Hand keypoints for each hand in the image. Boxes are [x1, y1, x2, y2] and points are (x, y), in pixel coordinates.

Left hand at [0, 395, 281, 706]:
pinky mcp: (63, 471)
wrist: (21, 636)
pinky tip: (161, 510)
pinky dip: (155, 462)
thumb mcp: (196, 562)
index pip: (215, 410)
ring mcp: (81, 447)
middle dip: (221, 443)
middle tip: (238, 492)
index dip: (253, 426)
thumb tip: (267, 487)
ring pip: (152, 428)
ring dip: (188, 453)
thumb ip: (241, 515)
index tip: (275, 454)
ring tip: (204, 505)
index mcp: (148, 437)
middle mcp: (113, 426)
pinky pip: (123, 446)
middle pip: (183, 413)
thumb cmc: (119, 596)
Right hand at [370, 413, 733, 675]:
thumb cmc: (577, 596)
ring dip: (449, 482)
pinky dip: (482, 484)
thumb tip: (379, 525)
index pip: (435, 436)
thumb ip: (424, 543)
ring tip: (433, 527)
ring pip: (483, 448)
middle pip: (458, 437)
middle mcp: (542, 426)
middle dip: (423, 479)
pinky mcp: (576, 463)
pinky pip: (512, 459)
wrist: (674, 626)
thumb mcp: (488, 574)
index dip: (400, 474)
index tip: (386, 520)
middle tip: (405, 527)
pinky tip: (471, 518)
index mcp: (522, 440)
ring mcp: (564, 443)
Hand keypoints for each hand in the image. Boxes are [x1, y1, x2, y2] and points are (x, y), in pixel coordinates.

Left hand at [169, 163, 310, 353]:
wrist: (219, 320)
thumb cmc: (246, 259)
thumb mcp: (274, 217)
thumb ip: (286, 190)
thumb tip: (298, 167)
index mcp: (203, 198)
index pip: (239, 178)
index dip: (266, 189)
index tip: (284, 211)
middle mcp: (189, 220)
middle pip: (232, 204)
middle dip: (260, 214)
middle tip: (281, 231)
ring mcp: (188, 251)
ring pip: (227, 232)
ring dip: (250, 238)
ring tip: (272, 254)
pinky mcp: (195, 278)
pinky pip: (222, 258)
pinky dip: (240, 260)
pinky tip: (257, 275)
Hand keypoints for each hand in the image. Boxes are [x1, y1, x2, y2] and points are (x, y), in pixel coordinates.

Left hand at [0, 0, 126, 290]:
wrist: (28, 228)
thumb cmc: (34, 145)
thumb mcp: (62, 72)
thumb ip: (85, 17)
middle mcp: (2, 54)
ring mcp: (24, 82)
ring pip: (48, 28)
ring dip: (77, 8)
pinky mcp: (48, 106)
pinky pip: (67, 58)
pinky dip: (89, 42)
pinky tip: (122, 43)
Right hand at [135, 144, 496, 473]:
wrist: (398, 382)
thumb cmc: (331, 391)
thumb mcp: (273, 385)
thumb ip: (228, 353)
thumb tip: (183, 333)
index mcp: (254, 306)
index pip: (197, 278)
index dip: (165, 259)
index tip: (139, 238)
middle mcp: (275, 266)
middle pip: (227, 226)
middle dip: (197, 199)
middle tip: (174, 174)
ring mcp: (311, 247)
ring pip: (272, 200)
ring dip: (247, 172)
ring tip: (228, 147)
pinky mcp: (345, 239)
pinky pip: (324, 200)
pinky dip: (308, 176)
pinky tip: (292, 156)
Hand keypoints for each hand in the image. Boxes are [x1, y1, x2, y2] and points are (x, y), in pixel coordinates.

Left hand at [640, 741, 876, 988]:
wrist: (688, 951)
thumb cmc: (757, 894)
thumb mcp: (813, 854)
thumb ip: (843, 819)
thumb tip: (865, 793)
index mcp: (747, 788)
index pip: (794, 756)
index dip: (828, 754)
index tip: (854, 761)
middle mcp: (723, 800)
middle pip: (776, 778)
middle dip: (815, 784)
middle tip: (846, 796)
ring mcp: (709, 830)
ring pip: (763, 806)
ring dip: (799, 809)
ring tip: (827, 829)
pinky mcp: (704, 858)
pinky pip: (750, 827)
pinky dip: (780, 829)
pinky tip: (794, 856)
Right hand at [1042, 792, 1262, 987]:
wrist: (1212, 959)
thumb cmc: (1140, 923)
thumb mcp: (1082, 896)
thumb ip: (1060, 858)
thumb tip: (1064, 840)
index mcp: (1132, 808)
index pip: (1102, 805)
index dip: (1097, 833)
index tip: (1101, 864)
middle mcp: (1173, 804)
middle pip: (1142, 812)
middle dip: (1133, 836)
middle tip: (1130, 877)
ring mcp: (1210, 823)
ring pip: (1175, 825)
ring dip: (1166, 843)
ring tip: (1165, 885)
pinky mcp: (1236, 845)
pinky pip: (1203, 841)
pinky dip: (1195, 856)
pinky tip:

* [HOW TO COMPLETE THIS TASK]
Starting at the line where "thumb mcp: (813, 854)" appears, write out every line exactly as it stands until the listing ends, and add nothing.

* [ANSWER BOX]
thumb mcp: (813, 854)
thumb ip: (843, 819)
thumb tip: (865, 793)
index mcp: (747, 788)
index pip: (794, 756)
index dip: (828, 754)
index tip: (854, 761)
middle mcp: (723, 800)
middle pip: (776, 778)
middle dip: (815, 784)
middle tip: (846, 796)
ring mcp: (709, 830)
ring pip: (763, 806)
ring dip: (799, 809)
ring tip: (827, 829)
pinky mcp: (704, 858)
pinky pip: (750, 827)
pinky dip: (780, 829)
pinky tip: (794, 856)
Right hand at [1042, 792, 1262, 987]:
wrist: (1212, 959)
thumb cmc: (1140, 923)
thumb mcp: (1082, 896)
thumb ip: (1060, 858)
thumb tip: (1064, 840)
index mcp: (1132, 808)
index pip: (1102, 805)
index dip: (1097, 833)
index tip: (1101, 864)
middle mcp: (1173, 804)
middle pip: (1142, 812)
middle dip: (1133, 836)
middle tip: (1130, 877)
ring mcp: (1210, 823)
ring pip: (1175, 825)
ring dip: (1166, 843)
ring tip: (1165, 885)
pinky mcp: (1236, 845)
pinky pip: (1203, 841)
pinky dip: (1195, 856)
pinky tip:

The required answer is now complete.